[TO DO] Search the records for the string "other", then copy each line where it appears.
(MATERIAL FOR THE TASK Opens)
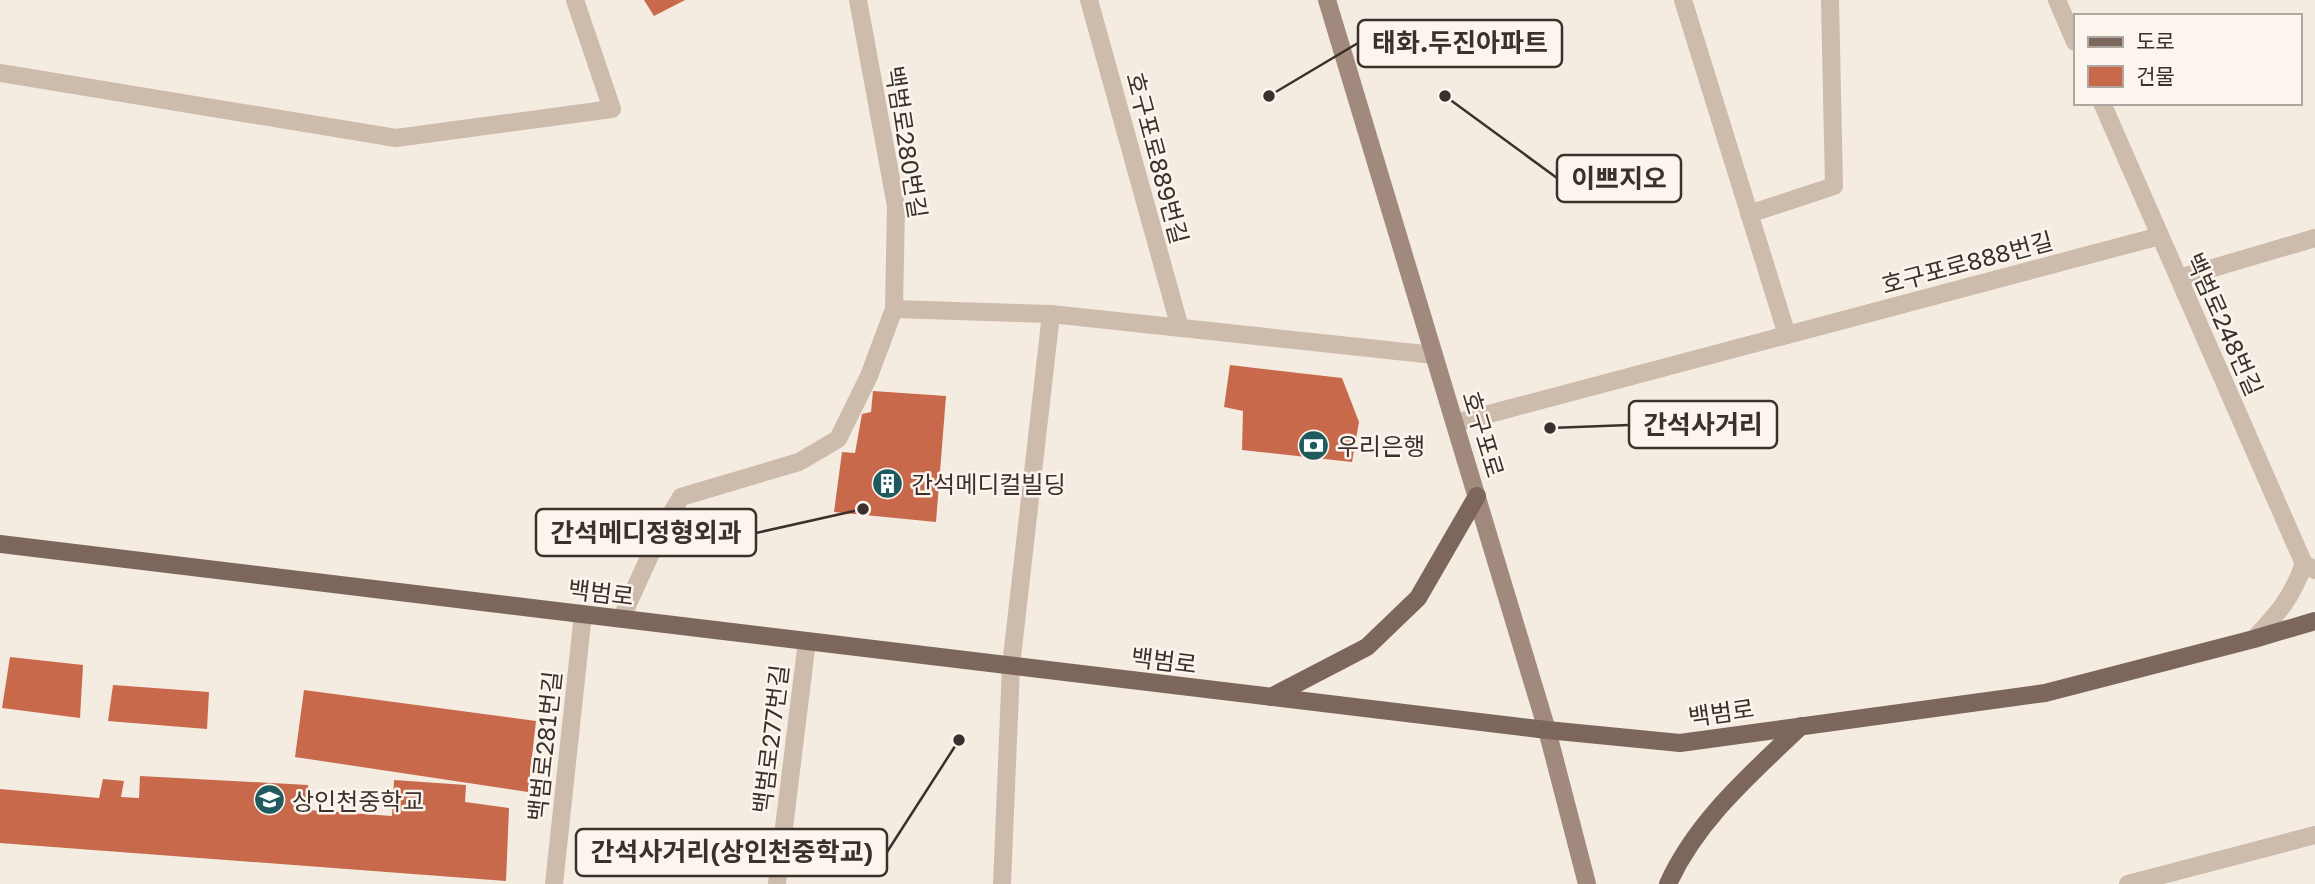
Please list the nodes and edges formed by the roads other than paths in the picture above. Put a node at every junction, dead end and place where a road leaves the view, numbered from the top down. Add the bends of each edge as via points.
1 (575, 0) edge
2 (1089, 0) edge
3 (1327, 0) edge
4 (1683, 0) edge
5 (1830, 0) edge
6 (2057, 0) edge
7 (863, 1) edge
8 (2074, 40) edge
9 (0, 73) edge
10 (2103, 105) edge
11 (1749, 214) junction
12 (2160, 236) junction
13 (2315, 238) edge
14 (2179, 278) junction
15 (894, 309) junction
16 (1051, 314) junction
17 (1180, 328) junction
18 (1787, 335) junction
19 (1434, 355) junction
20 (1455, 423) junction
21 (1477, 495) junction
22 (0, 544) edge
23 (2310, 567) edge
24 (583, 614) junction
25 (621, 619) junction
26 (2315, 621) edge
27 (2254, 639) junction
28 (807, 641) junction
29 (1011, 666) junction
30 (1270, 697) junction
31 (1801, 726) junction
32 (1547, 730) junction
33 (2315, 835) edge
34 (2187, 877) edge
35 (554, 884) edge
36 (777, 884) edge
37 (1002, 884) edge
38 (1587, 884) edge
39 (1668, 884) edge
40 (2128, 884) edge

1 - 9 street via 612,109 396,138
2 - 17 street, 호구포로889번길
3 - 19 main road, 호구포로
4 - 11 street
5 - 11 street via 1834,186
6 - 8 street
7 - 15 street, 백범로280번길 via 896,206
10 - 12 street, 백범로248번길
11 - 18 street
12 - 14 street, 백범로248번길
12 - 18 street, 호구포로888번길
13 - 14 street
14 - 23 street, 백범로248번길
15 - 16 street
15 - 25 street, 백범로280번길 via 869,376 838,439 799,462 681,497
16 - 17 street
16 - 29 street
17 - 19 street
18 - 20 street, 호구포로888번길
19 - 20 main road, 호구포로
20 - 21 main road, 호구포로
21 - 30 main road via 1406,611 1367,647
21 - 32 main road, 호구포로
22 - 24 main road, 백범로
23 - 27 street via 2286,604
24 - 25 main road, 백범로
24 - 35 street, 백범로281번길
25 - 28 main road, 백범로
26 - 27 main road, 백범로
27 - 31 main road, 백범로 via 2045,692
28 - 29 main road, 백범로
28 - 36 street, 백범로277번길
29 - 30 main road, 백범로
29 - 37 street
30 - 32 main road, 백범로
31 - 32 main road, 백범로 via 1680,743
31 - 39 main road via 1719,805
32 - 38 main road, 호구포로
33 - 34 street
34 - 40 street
(MATERIAL FOR THE TASK Closes)
(MATERIAL FOR THE TASK Opens)
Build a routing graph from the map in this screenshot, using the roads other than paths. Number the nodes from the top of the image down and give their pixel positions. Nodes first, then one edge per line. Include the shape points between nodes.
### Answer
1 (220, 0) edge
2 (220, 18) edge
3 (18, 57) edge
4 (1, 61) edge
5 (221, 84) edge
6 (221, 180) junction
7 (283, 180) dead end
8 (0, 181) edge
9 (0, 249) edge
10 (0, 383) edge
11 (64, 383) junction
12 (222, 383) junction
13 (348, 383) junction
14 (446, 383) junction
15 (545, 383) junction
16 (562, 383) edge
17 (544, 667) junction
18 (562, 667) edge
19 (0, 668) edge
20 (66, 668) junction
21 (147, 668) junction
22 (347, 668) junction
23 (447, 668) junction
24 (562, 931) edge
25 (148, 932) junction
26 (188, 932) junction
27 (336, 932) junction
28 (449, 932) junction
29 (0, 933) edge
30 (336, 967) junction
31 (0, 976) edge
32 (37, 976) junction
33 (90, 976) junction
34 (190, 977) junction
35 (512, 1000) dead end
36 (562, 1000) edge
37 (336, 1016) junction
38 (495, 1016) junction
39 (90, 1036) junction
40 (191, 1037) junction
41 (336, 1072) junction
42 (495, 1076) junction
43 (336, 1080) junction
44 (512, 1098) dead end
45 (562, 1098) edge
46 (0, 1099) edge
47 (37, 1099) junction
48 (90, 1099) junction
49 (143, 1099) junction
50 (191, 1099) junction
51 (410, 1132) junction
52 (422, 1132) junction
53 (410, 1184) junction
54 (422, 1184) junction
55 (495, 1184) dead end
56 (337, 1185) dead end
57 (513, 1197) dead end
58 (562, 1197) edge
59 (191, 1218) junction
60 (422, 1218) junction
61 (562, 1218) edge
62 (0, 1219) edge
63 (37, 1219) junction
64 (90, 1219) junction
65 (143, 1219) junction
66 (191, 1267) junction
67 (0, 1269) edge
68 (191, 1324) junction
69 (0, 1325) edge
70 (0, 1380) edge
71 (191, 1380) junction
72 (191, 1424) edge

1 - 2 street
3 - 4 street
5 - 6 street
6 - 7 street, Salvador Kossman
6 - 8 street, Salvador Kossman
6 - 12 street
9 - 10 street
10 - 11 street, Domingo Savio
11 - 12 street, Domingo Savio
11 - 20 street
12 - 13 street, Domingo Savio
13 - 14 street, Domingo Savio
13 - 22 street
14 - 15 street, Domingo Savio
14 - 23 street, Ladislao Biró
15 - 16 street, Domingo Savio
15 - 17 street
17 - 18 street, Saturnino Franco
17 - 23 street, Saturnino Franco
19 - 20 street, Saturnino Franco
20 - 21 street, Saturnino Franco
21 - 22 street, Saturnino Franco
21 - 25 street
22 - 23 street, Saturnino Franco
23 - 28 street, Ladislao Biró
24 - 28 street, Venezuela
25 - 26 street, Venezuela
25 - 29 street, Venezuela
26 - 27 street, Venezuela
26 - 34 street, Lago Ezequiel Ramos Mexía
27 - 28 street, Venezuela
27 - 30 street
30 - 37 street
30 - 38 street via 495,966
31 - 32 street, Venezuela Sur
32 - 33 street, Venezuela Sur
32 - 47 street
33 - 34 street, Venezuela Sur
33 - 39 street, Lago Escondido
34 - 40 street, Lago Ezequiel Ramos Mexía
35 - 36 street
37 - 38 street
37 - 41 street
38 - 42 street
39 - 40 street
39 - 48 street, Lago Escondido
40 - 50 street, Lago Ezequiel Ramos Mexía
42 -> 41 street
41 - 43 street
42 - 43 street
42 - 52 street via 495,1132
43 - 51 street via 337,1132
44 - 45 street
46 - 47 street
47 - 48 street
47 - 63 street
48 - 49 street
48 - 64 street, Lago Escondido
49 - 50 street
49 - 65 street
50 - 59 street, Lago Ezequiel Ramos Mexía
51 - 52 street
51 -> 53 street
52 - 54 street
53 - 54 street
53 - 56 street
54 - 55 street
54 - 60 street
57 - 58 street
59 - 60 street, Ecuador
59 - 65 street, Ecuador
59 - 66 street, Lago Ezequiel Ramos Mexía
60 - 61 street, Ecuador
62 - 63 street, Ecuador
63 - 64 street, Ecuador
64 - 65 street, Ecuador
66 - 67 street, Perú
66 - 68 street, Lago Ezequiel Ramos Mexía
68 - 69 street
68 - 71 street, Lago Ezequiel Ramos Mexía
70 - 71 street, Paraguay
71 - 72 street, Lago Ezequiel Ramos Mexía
(MATERIAL FOR THE TASK Closes)
[RESPONSE TO THIS TASK]
Please list the nodes and edges formed by the roads other than paths in the picture above. Put a node at every junction, dead end and place where a road leaves the view, numbered from the top down. Add the bends of each edge as via points.
Build a routing graph from the map in this screenshot, using the roads other than paths. Number the nodes from the top of the image down and give their pixel positions. Nodes first, then one edge per line. Include the shape points between nodes.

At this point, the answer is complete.